Marx consolidou a distinção entre os modos pré-capitalistas e capitalista de produção, mas o seu sentido histórico deu-lhe um enquadramento muito diferente do dos economistas clássicos. Para além de criticar a autonomia do que se vai sucessivamente designando por “político”, “religioso” ou “económico”, formas nas quais as relações sociais predominantes se vão expressando, apercebeu-se de que por baixo dessas diferenças formais existia um traço estrutural comum de duração ainda mais longa: a necessidade de todas as sociedades de classes – inclusive e sobretudo, a capitalista – produzirem o respectivo aparelho de coerção.
Numa observação das relações capitalistas em funcionamento, essa necessidade parece não se fazer sentir, mas tudo muda quanto se coloca o problema da sua instalação. Descobre-se então que a normalidade do “económico” tem uma história, a da separação dos produtores dos meios de produção, e que esta é indissociável da “coerção”. Nada melhor do que a instalação do modo capitalista de produzir nos territórios coloniais para compreender o seu funcionamento nas metrópoles: dinheiro, máquinas, bens de consumo só se transformam em capital quando encontram assalariados para os valorizar. E no entanto, estes últimos só surgem depois de alguma força “política” os ter criado.
Conhecem-se os efeitos do “político” na constituição do mercado mundial, processo que Marx designou por “acumulação primitiva”. A reinstalação das relações esclavagistas, agora enxertadas na produção exclusiva de mercadorias, a expropriação do solo e a implantação de infra-estruturas materiais pagas através do imposto indígena foram traços comuns às sociedades africanas, asiáticas e americanas dos últimos séculos.

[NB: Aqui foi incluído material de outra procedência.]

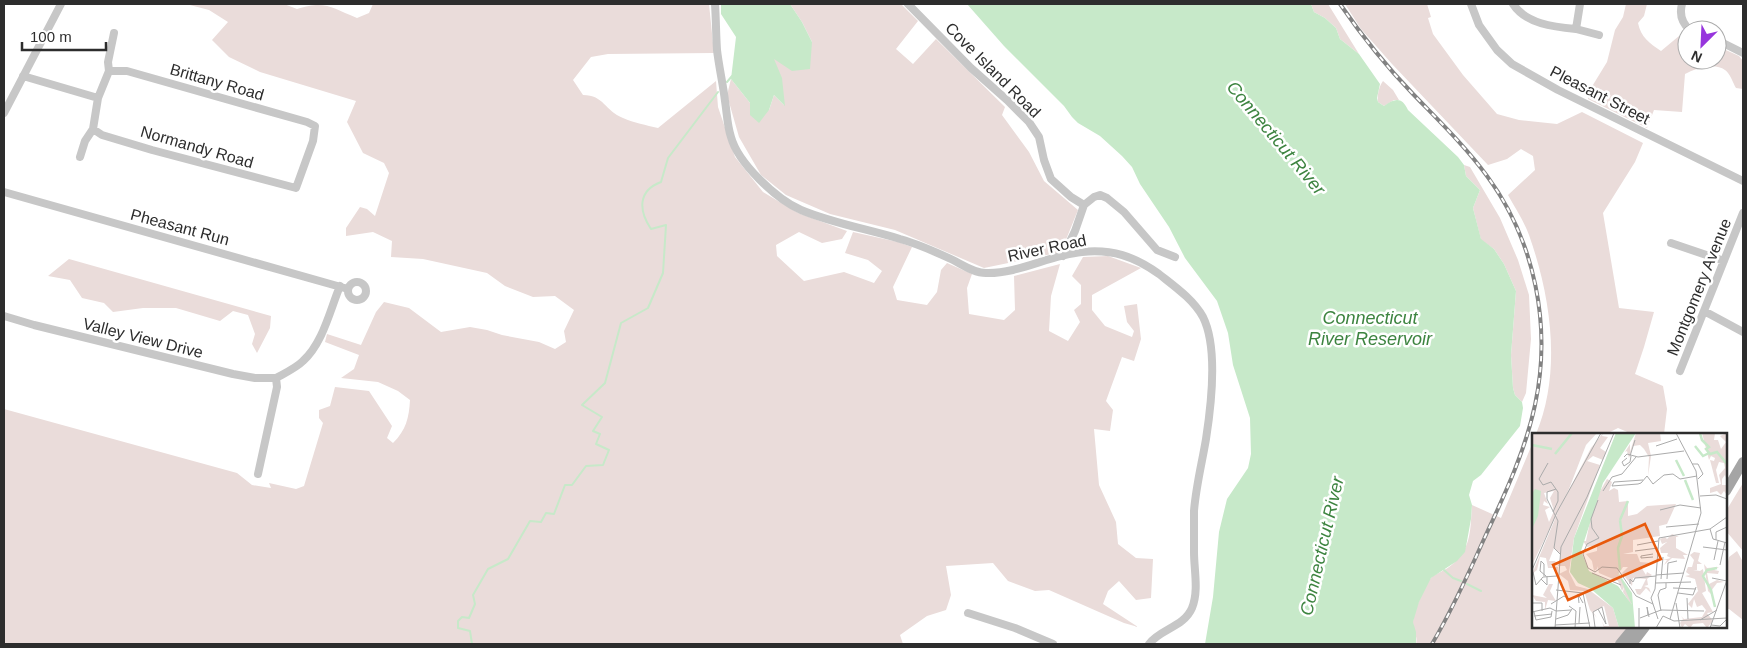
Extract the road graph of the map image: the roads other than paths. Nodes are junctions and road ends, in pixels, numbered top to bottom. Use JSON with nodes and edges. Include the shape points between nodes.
{"nodes":[{"id":1,"x":61,"y":4,"type":"edge"},
{"id":2,"x":715,"y":4,"type":"edge"},
{"id":3,"x":908,"y":4,"type":"edge"},
{"id":4,"x":1471,"y":4,"type":"edge"},
{"id":5,"x":1513,"y":4,"type":"edge"},
{"id":6,"x":1580,"y":4,"type":"edge"},
{"id":7,"x":1682,"y":4,"type":"edge"},
{"id":8,"x":1682,"y":20,"type":"edge"},
{"id":9,"x":1576,"y":29,"type":"junction"},
{"id":10,"x":114,"y":33,"type":"dead end"},
{"id":11,"x":1599,"y":35,"type":"dead end"},
{"id":12,"x":1727,"y":45,"type":"edge"},
{"id":13,"x":1743,"y":53,"type":"edge"},
{"id":14,"x":109,"y":71,"type":"junction"},
{"id":15,"x":23,"y":76,"type":"junction"},
{"id":16,"x":98,"y":98,"type":"junction"},
{"id":17,"x":4,"y":113,"type":"edge"},
{"id":18,"x":93,"y":129,"type":"junction"},
{"id":19,"x":80,"y":156,"type":"dead end"},
{"id":20,"x":1743,"y":181,"type":"edge"},
{"id":21,"x":296,"y":188,"type":"joint"},
{"id":22,"x":4,"y":192,"type":"edge"},
{"id":23,"x":1084,"y":205,"type":"junction"},
{"id":24,"x":1743,"y":213,"type":"edge"},
{"id":25,"x":1671,"y":243,"type":"dead end"},
{"id":26,"x":1063,"y":256,"type":"junction"},
{"id":27,"x":1175,"y":257,"type":"dead end"},
{"id":28,"x":1724,"y":261,"type":"junction"},
{"id":29,"x":340,"y":286,"type":"junction"},
{"id":30,"x":348,"y":288,"type":"dead end"},
{"id":31,"x":1704,"y":311,"type":"junction"},
{"id":32,"x":4,"y":316,"type":"edge"},
{"id":33,"x":1743,"y":332,"type":"edge"},
{"id":34,"x":1680,"y":371,"type":"dead end"},
{"id":35,"x":276,"y":378,"type":"junction"},
{"id":36,"x":1743,"y":462,"type":"edge"},
{"id":37,"x":258,"y":474,"type":"dead end"},
{"id":38,"x":1727,"y":489,"type":"edge"},
{"id":39,"x":968,"y":614,"type":"dead end"},
{"id":40,"x":1633,"y":628,"type":"edge"},
{"id":41,"x":1644,"y":628,"type":"edge"},
{"id":42,"x":1053,"y":644,"type":"edge"},
{"id":43,"x":1149,"y":644,"type":"edge"},
{"id":44,"x":1620,"y":644,"type":"edge"},
{"id":45,"x":1632,"y":644,"type":"edge"}],
"edges":[{"from":1,"to":15,"type":"street"},
{"from":2,"to":26,"type":"street","name":"River Road","via":[[717,48],[731,139],[756,175],[785,201],[822,217],[928,248],[985,273],[1011,270]]},
{"from":3,"to":23,"type":"street","name":"Cove Island Road","via":[[1029,122],[1039,138],[1051,179]]},
{"from":4,"to":20,"type":"street","name":"Pleasant Street","via":[[1479,25],[1512,64]]},
{"from":5,"to":9,"type":"street","via":[[1536,21]]},
{"from":6,"to":9,"type":"street"},
{"from":7,"to":8,"type":"street"},
{"from":9,"to":11,"type":"street"},
{"from":10,"to":14,"type":"street"},
{"from":12,"to":13,"type":"street"},
{"from":14,"to":16,"type":"street"},
{"from":14,"to":21,"type":"street","name":"Brittany Road","via":[[127,71],[313,124],[313,141]]},
{"from":15,"to":16,"type":"street"},
{"from":15,"to":17,"type":"street"},
{"from":16,"to":18,"type":"street"},
{"from":18,"to":19,"type":"street"},
{"from":18,"to":21,"type":"street","name":"Normandy Road","via":[[102,135],[152,150]]},
{"from":22,"to":29,"type":"street","name":"Pheasant Run"},
{"from":23,"to":26,"type":"street"},
{"from":23,"to":27,"type":"street","via":[[1100,195],[1107,198],[1124,212],[1157,250]]},
{"from":24,"to":28,"type":"street","name":"Montgomery Avenue"},
{"from":25,"to":28,"type":"street"},
{"from":26,"to":43,"type":"street","name":"River Road","via":[[1104,251],[1126,256],[1147,266],[1189,299],[1202,316],[1209,333],[1211,385],[1196,491],[1196,587],[1192,608],[1186,617]]},
{"from":28,"to":31,"type":"street","name":"Montgomery Avenue"},
{"from":29,"to":30,"type":"street","name":"Pheasant Run"},
{"from":29,"to":35,"type":"street","via":[[313,349],[304,361]]},
{"from":31,"to":33,"type":"street"},
{"from":31,"to":34,"type":"street","name":"Montgomery Avenue"},
{"from":32,"to":35,"type":"street","name":"Valley View Drive","via":[[233,374]]},
{"from":35,"to":37,"type":"street","via":[[277,390]]},
{"from":36,"to":38,"type":"main road"},
{"from":39,"to":42,"type":"street"},
{"from":40,"to":44,"type":"main road"},
{"from":41,"to":45,"type":"main road"}]}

No decurso destes processos, a visibilidade do aparelho coercivo nunca se perde e sobre eles se pode dizer, como fez Marx referindo-se à Idade Média europeia, que “a constituição política é a constituição da vida privada mas somente na medida em que a constituição da propriedade privada é uma constituição política”.3
O presente volume reúne alguns estudos de caso sobre a articulação entre o funcionamento do “económico” e do aparelho político em territórios coloniais africanos.
Seis desses estudos centram-se sobre o Estado esclavagista, isto é, o período do tráfico e da escravatura legalmente consagrados.
Elvira Mea
José Capela
Maciel Santos
1 MARX, K. – Le Capital, Paris, Ed. Sociales, 1977, vol.III, p. 716.
2 No quadro do pensamento ortodoxo, mesmo quando a antropologia pretende abrir perspectivas comparadas, a definição do “económico” aparece como uma premissa. POLANYI, K. – Comercio y Mercado en los Imperios Antigos, Labor Universitaria, Barcelona, 1976.
3 MARX, K. – Crítica da Filosofia do Direito de Hegel, Ed. Presença, Lisboa, p. 50.